▶ Task brief: Your answer should be the full data, transcribed exactly, with no pictures in it.

▶ Given data:
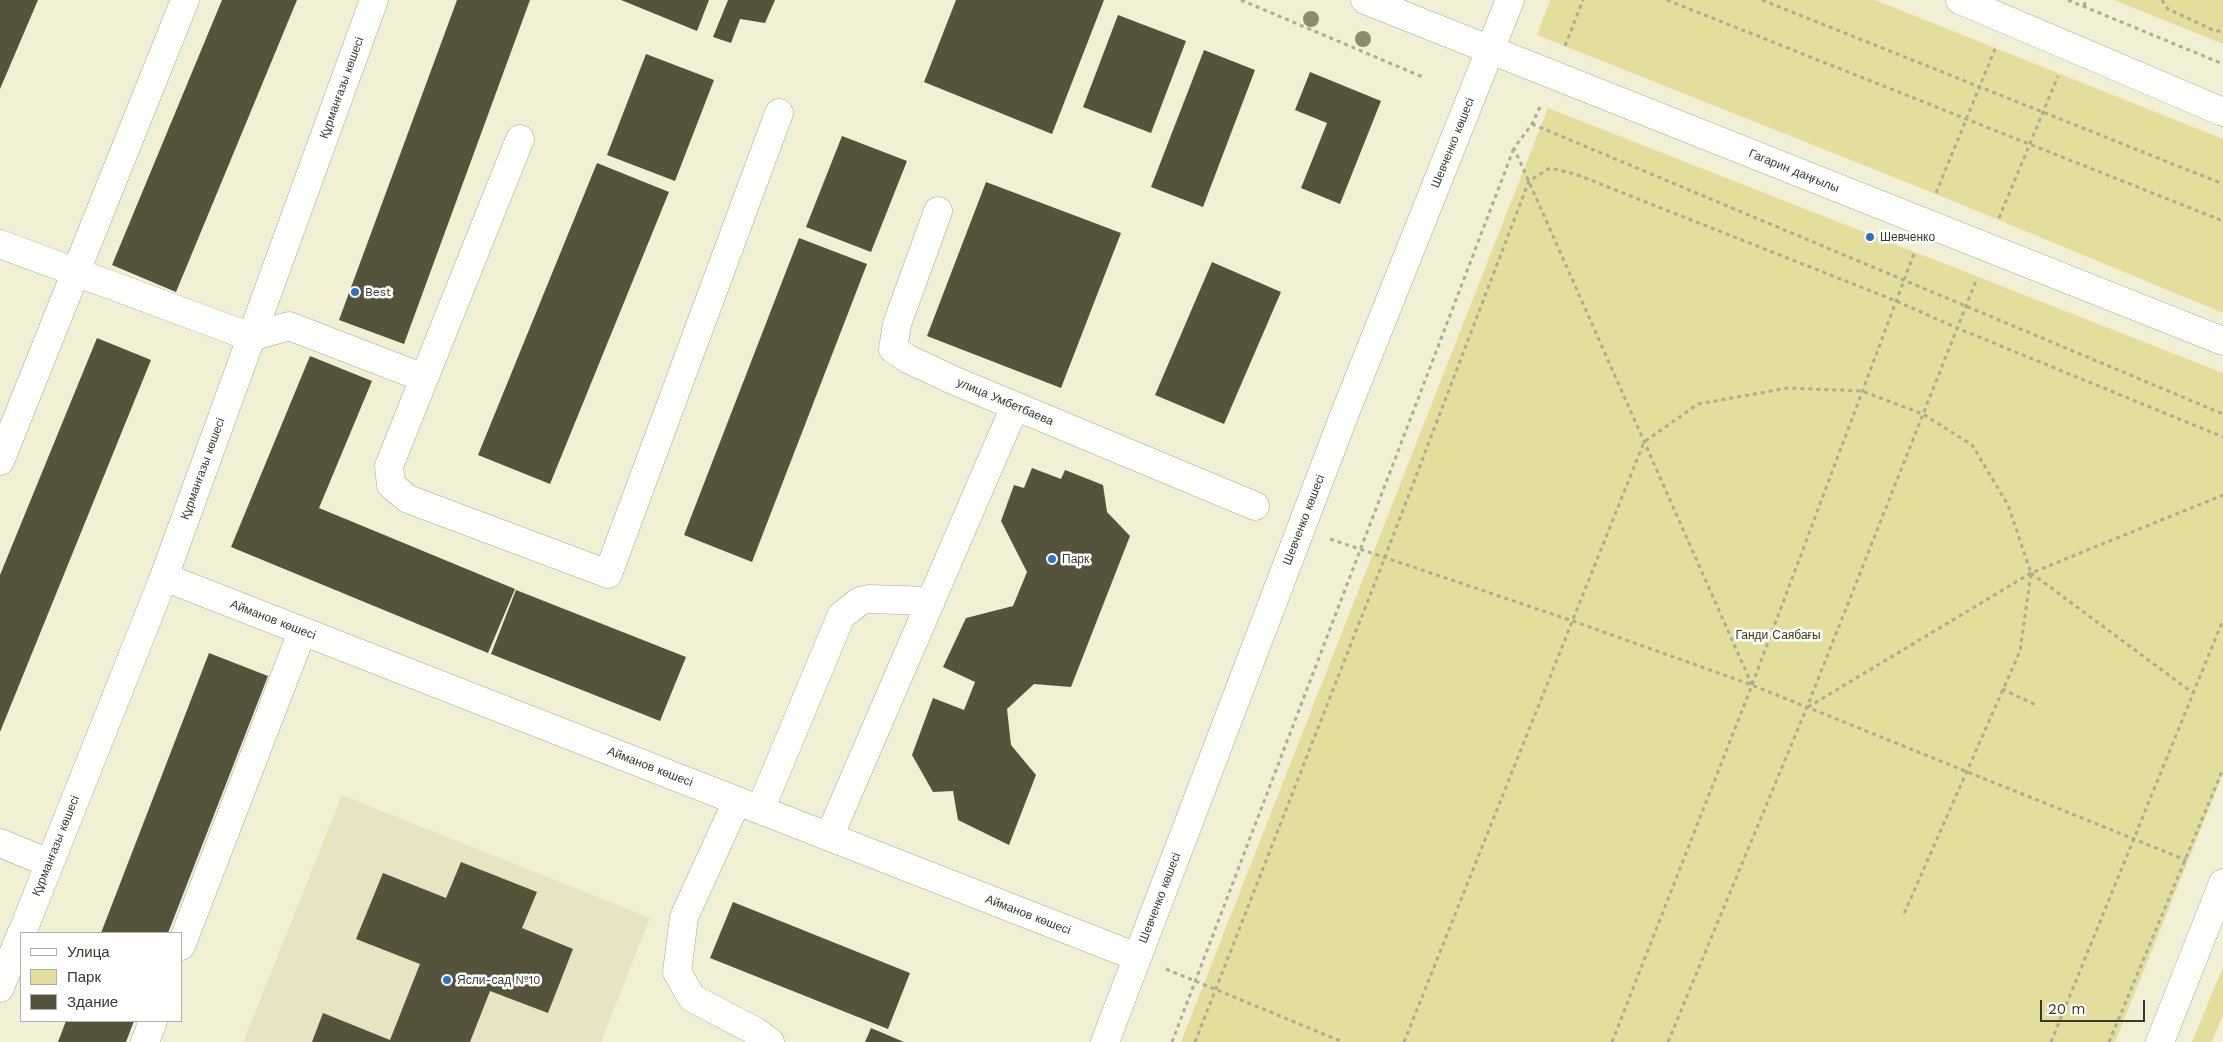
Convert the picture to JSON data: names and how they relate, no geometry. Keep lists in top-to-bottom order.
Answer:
{
  "streets": {
    "street": [
      "Құрманғазы көшесі",
      "Шевченко көшесі",
      "Гагарин даңғылы",
      "улица Умбетбаева",
      "Айманов көшесі"
    ]
  },
  "crossings": [
    ["Құрманғазы көшесі", "Айманов көшесі"],
    ["Шевченко көшесі", "Гагарин даңғылы"],
    ["Шевченко көшесі", "Айманов көшесі"]
  ],
  "parks": ["Ганди Саябағы"],
  "places": [
    "Шевченко",
    "Best",
    "Парк",
    "Ясли-сад №10"
  ],
  "legend": ["Улица", "Парк", "Здание"],
  "scale_bar": "20 m"
}
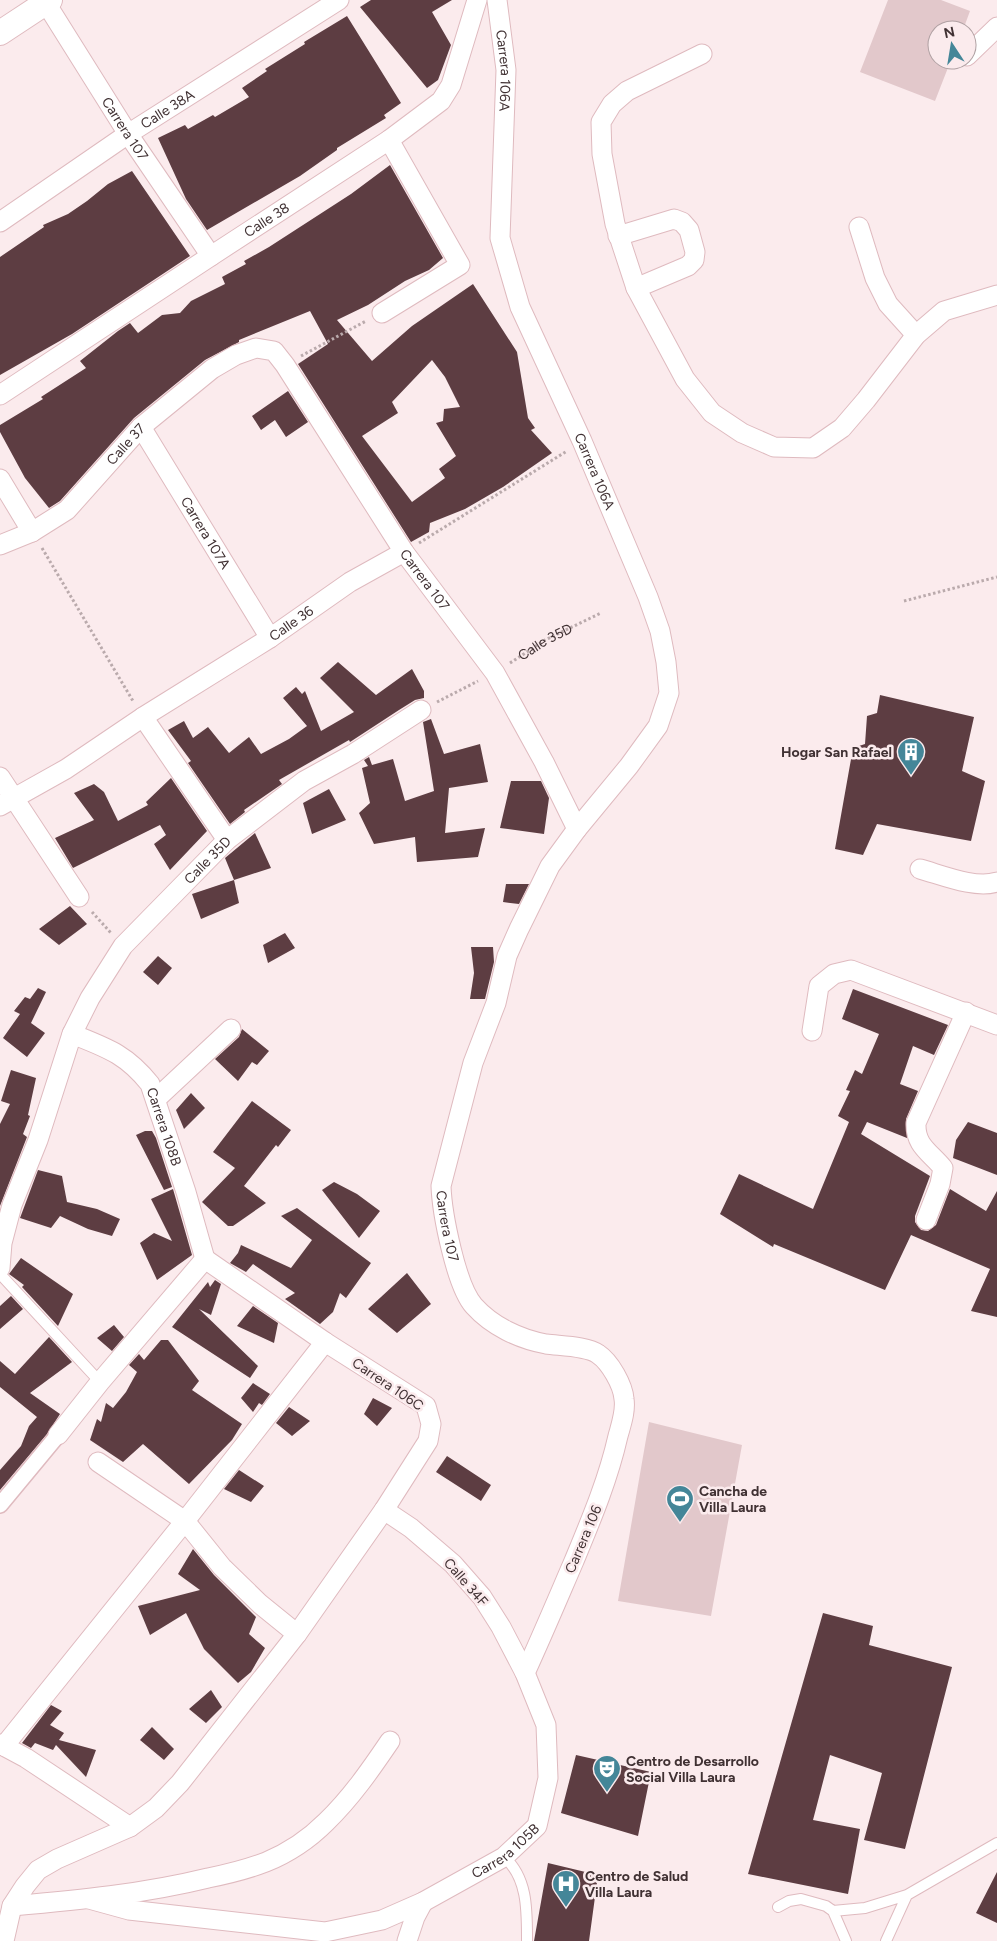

▶ Task response:
Convert the picture to JSON data: names and how they relate, no geometry. Keep lists in top-to-bottom order.
Answer:
{
  "streets": {
    "street": [
      "Құрманғазы көшесі",
      "Шевченко көшесі",
      "Гагарин даңғылы",
      "улица Умбетбаева",
      "Айманов көшесі"
    ]
  },
  "crossings": [
    ["Құрманғазы көшесі", "Айманов көшесі"],
    ["Шевченко көшесі", "Гагарин даңғылы"],
    ["Шевченко көшесі", "Айманов көшесі"]
  ],
  "parks": ["Ганди Саябағы"],
  "places": [
    "Шевченко",
    "Best",
    "Парк",
    "Ясли-сад №10"
  ],
  "legend": ["Улица", "Парк", "Здание"],
  "scale_bar": "20 m"
}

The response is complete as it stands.